Currently entry to the building is gained through an entry area and opening in the south-eastern facade near Quay Street. This entry area appears to be built on the adjacent empty allotment.

The long south-eastern facade of the building is punctured by a number of small, square windows opening from the upper storey, and some service pipes. An uncovered stairway leads to the upper storey. A skillion-roofed concrete block addition has been added to the ground storey towards the Quay Lane end of this facade.

The lower storey of the rear facade has a central set of large loading doors. Above this are three symmetrically placed double-hung sash windows with brick sills and low arches to their heads. This facade has two rainwater heads and associated downpipes, the one in the southernmost corner appearing to be set into the wall. The facade to the north-west has only three, small windows in it.

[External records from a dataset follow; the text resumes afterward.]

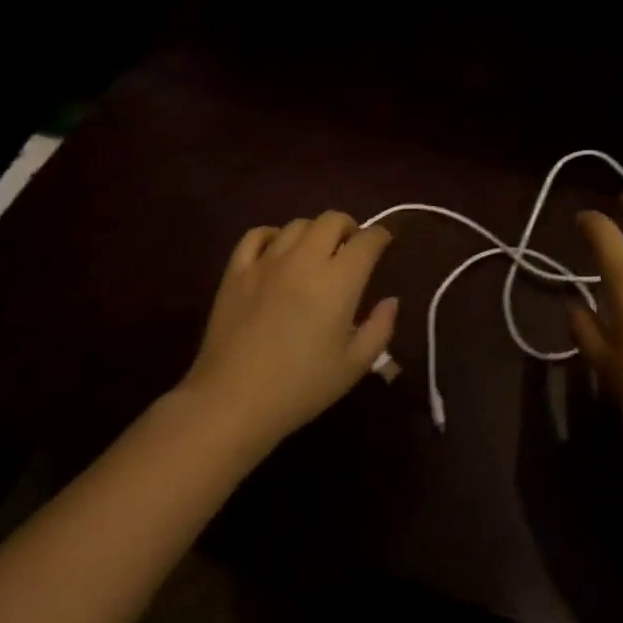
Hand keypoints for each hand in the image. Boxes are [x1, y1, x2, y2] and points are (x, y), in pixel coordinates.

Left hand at [181, 212, 397, 449]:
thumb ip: (380, 328)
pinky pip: (256, 235)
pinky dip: (273, 236)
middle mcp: (304, 260)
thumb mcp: (354, 366)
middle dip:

The interior of the building has been extensively remodelled to accommodate commercial offices. A large room faces Quay Street on the lower storey, while three rooms do so on the upper storey. A row of steel columns supports the upper-level floor. These have been encased in fire retardant panelling.

== Heritage listing ==
The former Clewett's Building was listed on the Queensland Heritage Register on 21 October 1992 having satisfied the following criteria.

The place is important in demonstrating the evolution or pattern of Queensland's history.

Thought to be constructed in the mid-1880s, for Felix Clewett, the former Clewett's building is important in demonstrating the pattern of mercantile trading in a major regional centre of Queensland, representing a phase of commercial development and growth in Rockhampton during the late 19th century precipitated by trade at the port and the success of the Mount Morgan gold mines during the 1880s.

The place is important in demonstrating the principal characteristics of a particular class of cultural places.

The former Clewett's building is significant as it retains the chief characteristics of a late Victorian commercial premises, comprising a street facade that is articulated with freely employed classical details common among such buildings, whilst the unadorned side and rear facades reflect its utilitarian purpose.

The place is important because of its aesthetic significance.

The former Clewett's building exhibits integrity as a two-storeyed warehouse and store at the same time contributing to the continuity and character of the 19th century commercial streetscape of Quay Street.